3.4. Integrated Scheduling Model

The integrated scheduling model aims to optimize equipment task assignment at U-ACT, primarily coordinating the operation sequence and resources of CT, RGC, and DCRC. Through the implementation of a rational scheduling scheme, the efficient coordination of multiple devices can be ensured to complete tasks while simultaneously minimizing both completion time and energy consumption. The objective function and model design are presented as follows:

$$\min F=\rho F_1+(1-\rho )F_2$$

(1)

$$F_1=\underset{i\in C}{\max }\left\{q_i^y,q_i^r\right\}$$

(2)

$$F_2=E_1+E_2+E_3$$

(3)

The objective function and model design are as follows. Equation (1) aims to minimize the objective function $F$, which consists of two components: the completion time and the total operational energy consumption. $\rho$ is a weight parameter used to adjust the preference. In Equation (2), $F_1$ represents the completion time, which is determined by the RGC or DCRC that completes the last container task. In Equation (3), $F_2$ represents the total operational energy consumption, which is composed of the energy consumption of the AGV operations, DCRC operations, and RGC operations.

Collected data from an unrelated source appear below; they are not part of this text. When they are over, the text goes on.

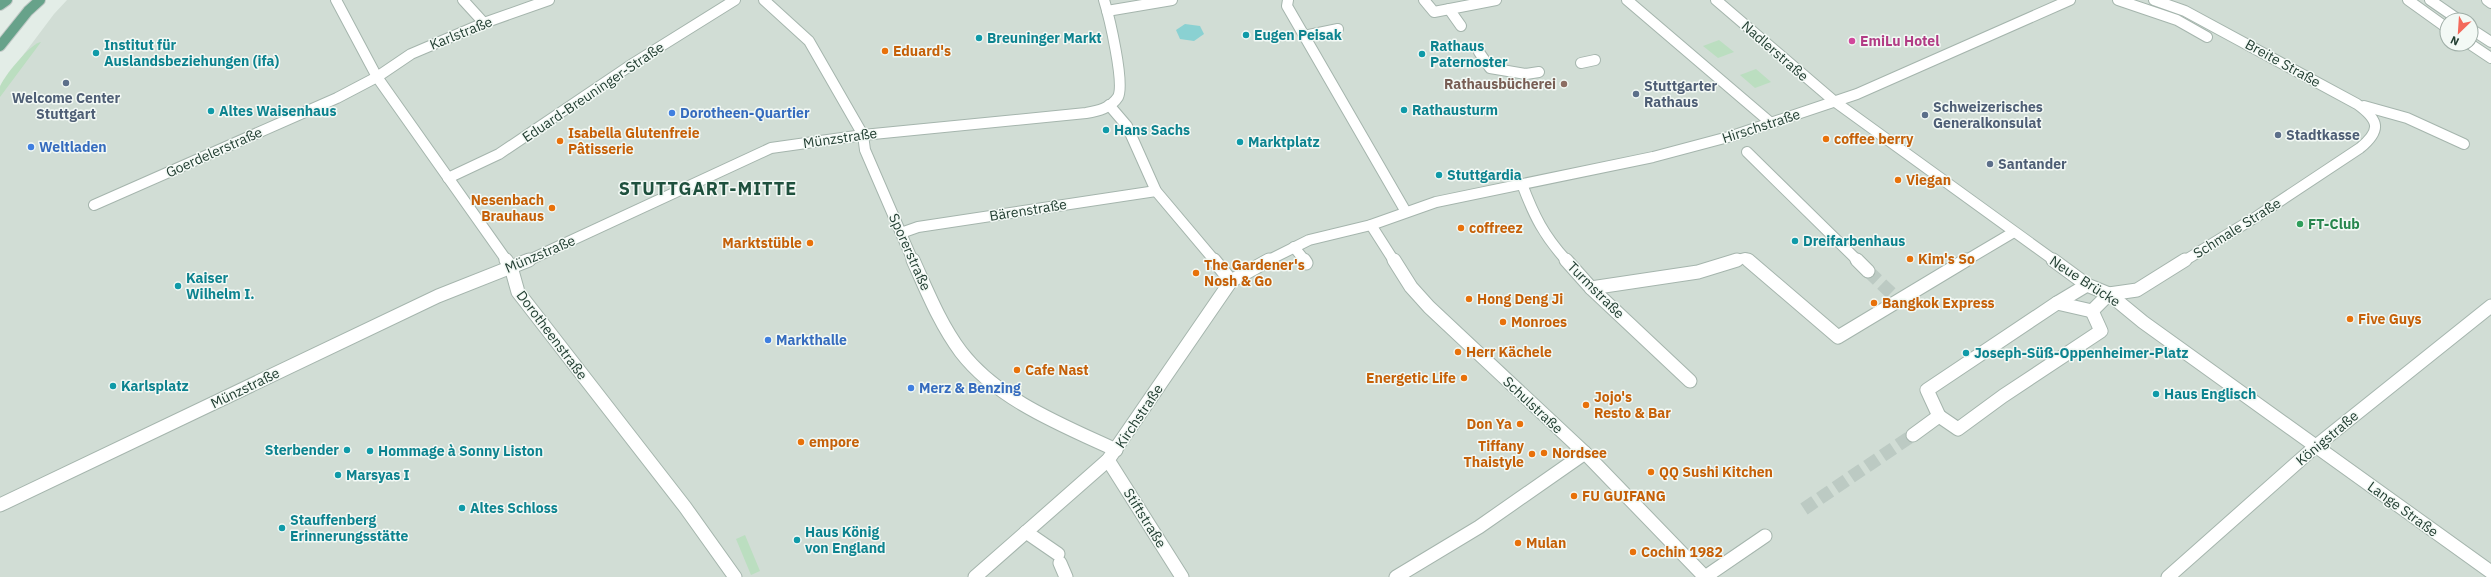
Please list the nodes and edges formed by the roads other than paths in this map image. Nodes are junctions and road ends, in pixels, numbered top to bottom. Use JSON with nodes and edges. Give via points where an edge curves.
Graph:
{"nodes":[{"id":1,"x":7,"y":0,"type":"edge"},
{"id":2,"x":25,"y":0,"type":"edge"},
{"id":3,"x":40,"y":0,"type":"edge"},
{"id":4,"x":336,"y":0,"type":"edge"},
{"id":5,"x":463,"y":0,"type":"edge"},
{"id":6,"x":549,"y":0,"type":"edge"},
{"id":7,"x":734,"y":0,"type":"edge"},
{"id":8,"x":764,"y":0,"type":"edge"},
{"id":9,"x":1104,"y":0,"type":"edge"},
{"id":10,"x":1172,"y":0,"type":"edge"},
{"id":11,"x":1288,"y":0,"type":"edge"},
{"id":12,"x":1424,"y":0,"type":"edge"},
{"id":13,"x":1496,"y":0,"type":"edge"},
{"id":14,"x":1627,"y":0,"type":"edge"},
{"id":15,"x":1716,"y":0,"type":"edge"},
{"id":16,"x":2070,"y":0,"type":"edge"},
{"id":17,"x":2118,"y":0,"type":"edge"},
{"id":18,"x":2154,"y":0,"type":"edge"},
{"id":19,"x":2408,"y":0,"type":"edge"},
{"id":20,"x":2430,"y":0,"type":"edge"},
{"id":21,"x":2486,"y":0,"type":"edge"},
{"id":22,"x":2491,"y":3,"type":"edge"},
{"id":23,"x":0,"y":5,"type":"edge"},
{"id":24,"x":1449,"y":9,"type":"junction"},
{"id":25,"x":28,"y":11,"type":"junction"},
{"id":26,"x":1107,"y":11,"type":"junction"},
{"id":27,"x":2447,"y":12,"type":"edge"},
{"id":28,"x":2439,"y":22,"type":"edge"},
{"id":29,"x":484,"y":23,"type":"junction"},
{"id":30,"x":1461,"y":26,"type":"dead end"},
{"id":31,"x":1338,"y":29,"type":"dead end"},
{"id":32,"x":2479,"y":34,"type":"edge"},
{"id":33,"x":1304,"y":36,"type":"junction"},
{"id":34,"x":2207,"y":37,"type":"dead end"},
{"id":35,"x":2491,"y":42,"type":"edge"},
{"id":36,"x":0,"y":46,"type":"edge"},
{"id":37,"x":2479,"y":50,"type":"edge"},
{"id":38,"x":1479,"y":52,"type":"dead end"},
{"id":39,"x":2491,"y":58,"type":"edge"},
{"id":40,"x":1595,"y":60,"type":"dead end"},
{"id":41,"x":1581,"y":63,"type":"dead end"},
{"id":42,"x":1539,"y":72,"type":"dead end"},
{"id":43,"x":377,"y":77,"type":"junction"},
{"id":44,"x":1834,"y":102,"type":"junction"},
{"id":45,"x":2357,"y":104,"type":"junction"},
{"id":46,"x":1109,"y":105,"type":"junction"},
{"id":47,"x":1771,"y":123,"type":"junction"},
{"id":48,"x":863,"y":135,"type":"junction"},
{"id":49,"x":2464,"y":144,"type":"dead end"},
{"id":50,"x":2360,"y":148,"type":"joint"},
{"id":51,"x":1747,"y":152,"type":"dead end"},
{"id":52,"x":448,"y":178,"type":"junction"},
{"id":53,"x":1522,"y":184,"type":"junction"},
{"id":54,"x":1156,"y":191,"type":"junction"},
{"id":55,"x":94,"y":206,"type":"dead end"},
{"id":56,"x":1406,"y":212,"type":"junction"},
{"id":57,"x":1370,"y":225,"type":"junction"},
{"id":58,"x":2014,"y":232,"type":"junction"},
{"id":59,"x":901,"y":233,"type":"junction"},
{"id":60,"x":1294,"y":247,"type":"junction"},
{"id":61,"x":1306,"y":263,"type":"dead end"},
{"id":62,"x":511,"y":267,"type":"junction"},
{"id":63,"x":1868,"y":271,"type":"tunnel mouth"},
{"id":64,"x":1232,"y":281,"type":"junction"},
{"id":65,"x":2087,"y":285,"type":"junction"},
{"id":66,"x":1591,"y":288,"type":"junction"},
{"id":67,"x":2109,"y":294,"type":"junction"},
{"id":68,"x":2057,"y":303,"type":"junction"},
{"id":69,"x":2491,"y":306,"type":"edge"},
{"id":70,"x":2092,"y":312,"type":"junction"},
{"id":71,"x":1690,"y":381,"type":"dead end"},
{"id":72,"x":1939,"y":416,"type":"junction"},
{"id":73,"x":1912,"y":435,"type":"tunnel mouth"},
{"id":74,"x":2316,"y":446,"type":"junction"},
{"id":75,"x":1585,"y":453,"type":"junction"},
{"id":76,"x":1112,"y":455,"type":"junction"},
{"id":77,"x":0,"y":505,"type":"edge"},
{"id":78,"x":1026,"y":532,"type":"junction"},
{"id":79,"x":1765,"y":536,"type":"dead end"},
{"id":80,"x":2491,"y":572,"type":"edge"},
{"id":81,"x":735,"y":577,"type":"edge"},
{"id":82,"x":975,"y":577,"type":"edge"},
{"id":83,"x":1066,"y":577,"type":"edge"},
{"id":84,"x":1182,"y":577,"type":"edge"},
{"id":85,"x":1396,"y":577,"type":"edge"},
{"id":86,"x":1705,"y":577,"type":"edge"},
{"id":87,"x":2168,"y":577,"type":"edge"}],
"edges":[{"from":1,"to":23,"type":"main road"},
{"from":2,"to":25,"type":"main road"},
{"from":3,"to":25,"type":"main road"},
{"from":4,"to":43,"type":"street","name":"Dorotheenstraße"},
{"from":5,"to":29,"type":"street"},
{"from":6,"to":29,"type":"street","name":"Karlstraße"},
{"from":7,"to":52,"type":"street","name":"Eduard-Breuninger-Straße","via":[[634,63],[499,154]]},
{"from":8,"to":48,"type":"street","name":"Sporerstraße","via":[[809,41]]},
{"from":9,"to":26,"type":"street"},
{"from":10,"to":26,"type":"street"},
{"from":11,"to":33,"type":"street","via":[[1287,6]]},
{"from":12,"to":24,"type":"street","via":[[1434,12]]},
{"from":13,"to":24,"type":"street"},
{"from":14,"to":47,"type":"street"},
{"from":15,"to":44,"type":"street","name":"Nadlerstraße"},
{"from":16,"to":44,"type":"street","name":"Hirschstraße","via":[[2052,10]]},
{"from":17,"to":34,"type":"street","via":[[2177,20]]},
{"from":18,"to":45,"type":"street","name":"Breite Straße","via":[[2186,10]]},
{"from":19,"to":28,"type":"street"},
{"from":20,"to":27,"type":"street"},
{"from":21,"to":22,"type":"street"},
{"from":24,"to":30,"type":"street"},
{"from":25,"to":36,"type":"main road"},
{"from":26,"to":46,"type":"street","via":[[1120,85],[1119,95]]},
{"from":29,"to":43,"type":"street","name":"Karlstraße","via":[[411,54]]},
{"from":31,"to":33,"type":"street"},
{"from":32,"to":35,"type":"street"},
{"from":33,"to":56,"type":"street"},
{"from":37,"to":39,"type":"street"},
{"from":38,"to":42,"type":"street","via":[[1490,68],[1526,74]]},
{"from":40,"to":41,"type":"street"},
{"from":43,"to":52,"type":"street","name":"Dorotheenstraße"},
{"from":43,"to":55,"type":"street","name":"Goerdelerstraße","via":[[337,98]]},
{"from":44,"to":47,"type":"street","name":"Hirschstraße"},
{"from":44,"to":58,"type":"street","name":"Neue Brücke"},
{"from":45,"to":49,"type":"street","via":[[2408,118]]},
{"from":45,"to":50,"type":"street","name":"Breite Straße","via":[[2371,114],[2376,127],[2373,137]]},
{"from":46,"to":48,"type":"street","name":"Münzstraße","via":[[1086,113]]},
{"from":46,"to":54,"type":"street","via":[[1127,126]]},
{"from":47,"to":53,"type":"street","name":"Hirschstraße","via":[[1653,157]]},
{"from":48,"to":59,"type":"street","name":"Sporerstraße","via":[[865,150]]},
{"from":48,"to":62,"type":"street","name":"Münzstraße","via":[[771,148],[548,253]]},
{"from":50,"to":67,"type":"street","name":"Schmale Straße","via":[[2256,217],[2137,290]]},
{"from":51,"to":63,"type":"street"},
{"from":52,"to":62,"type":"street","name":"Dorotheenstraße"},
{"from":53,"to":56,"type":"street","name":"Hirschstraße","via":[[1436,202]]},
{"from":53,"to":66,"type":"street","name":"Turmstraße","via":[[1547,239]]},
{"from":54,"to":59,"type":"street","name":"Bärenstraße","via":[[918,227]]},
{"from":54,"to":64,"type":"street"},
{"from":56,"to":57,"type":"street"},
{"from":57,"to":60,"type":"street","via":[[1308,240]]},
{"from":57,"to":75,"type":"street","name":"Schulstraße","via":[[1411,287],[1428,307]]},
{"from":58,"to":65,"type":"street","name":"Neue Brücke"},
{"from":58,"to":66,"type":"street","via":[[1838,337],[1745,258],[1698,272]]},
{"from":59,"to":76,"type":"street","name":"Sporerstraße","via":[[952,339],[968,360],[993,382],[1022,402]]},
{"from":60,"to":61,"type":"street"},
{"from":60,"to":64,"type":"street"},
{"from":62,"to":77,"type":"street","name":"Münzstraße","via":[[438,296]]},
{"from":62,"to":81,"type":"street","name":"Dorotheenstraße","via":[[518,292],[685,507]]},
{"from":64,"to":76,"type":"street","name":"Kirchstraße"},
{"from":65,"to":67,"type":"street","name":"Neue Brücke"},
{"from":65,"to":68,"type":"street"},
{"from":66,"to":71,"type":"street","name":"Turmstraße"},
{"from":67,"to":70,"type":"street"},
{"from":67,"to":74,"type":"street","name":"Neue Brücke","via":[[2143,322]]},
{"from":68,"to":70,"type":"street"},
{"from":68,"to":72,"type":"street","via":[[1927,390]]},
{"from":69,"to":74,"type":"street","name":"Königstraße"},
{"from":70,"to":72,"type":"street","via":[[2101,331],[1958,429]]},
{"from":72,"to":73,"type":"street"},
{"from":74,"to":80,"type":"street","name":"Lange Straße"},
{"from":74,"to":87,"type":"street","name":"Königstraße"},
{"from":75,"to":85,"type":"street","via":[[1479,527]]},
{"from":75,"to":86,"type":"street","name":"Schulstraße"},
{"from":76,"to":78,"type":"street","name":"Kirchstraße"},
{"from":76,"to":84,"type":"street","name":"Stiftstraße"},
{"from":78,"to":82,"type":"street","name":"Kirchstraße"},
{"from":78,"to":83,"type":"street","via":[[1059,558]]},
{"from":79,"to":86,"type":"street"}]}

$$\begin{array}{l}{E}_1={\displaystyle \sum _{e\in E}{\displaystyle \sum _{i,i^{\prime }\in C}[(s_i-p_i)+(a_i-q_{i^{\prime }})x_{i^{\prime }i}^e]\cdot {\delta }_i^e\cdot f_e}}\\ +{\displaystyle \sum _{e\in E}{\displaystyle \sum _{i,i^{\prime }\in C}[(p_i-a_i)+(q_i-s_i)]\cdot {\delta }_i^e\cdot f_{ew}}}\end{array}$$

(4)

$$E_2={\displaystyle \sum _{y\in Y}{\displaystyle \sum _{i,i^{\prime }\in C}(s_i^y-q_{i^{\prime }}^y)}}\cdot x_{i{i}^{\prime }}^y\cdot f_y$$

(5)

$$E_3={\displaystyle \sum _{r\in R}{\displaystyle \sum _{i,i^{\prime }\in C}(s_i^r-q_{i^{\prime }}^r)}}\cdot x_{i{i}^{\prime }}^r\cdot f_r$$

(6)

$${\displaystyle \sum _{e\in E}{\delta }_i^e}=1,\forall i\in C_e$$

(7)

$$x_{i{i}^{\prime }}^e+x_{i\prime i}^e\le 1,\forall e\in E,\forall i,i^{\prime }\in C_e,i\ne i^{\prime }$$

(8)

$$x_{i{i}^{\prime }}^r+x_{i^{\prime }i}^r\le 1, \forall r\in R, \forall i, i^{\prime }\in C_r, i\ne i^{\prime }$$

(9)

$$x_{i{i}^{\prime }}^y+x_{i^{\prime }i}^y\le 1, \forall y\in Y, \forall i, i^{\prime }\in C_y, i\ne i^{\prime }$$

(10)

Constraints (4)–(6) are the energy consumption calculations for CT, RGC, and DCRC, respectively. Constraint (7) ensures that each container is assigned to only one CT for transshipment. Constraints (8)–(10) ensure that CT, RGC, and DCRC operations are continuous and conflict-free.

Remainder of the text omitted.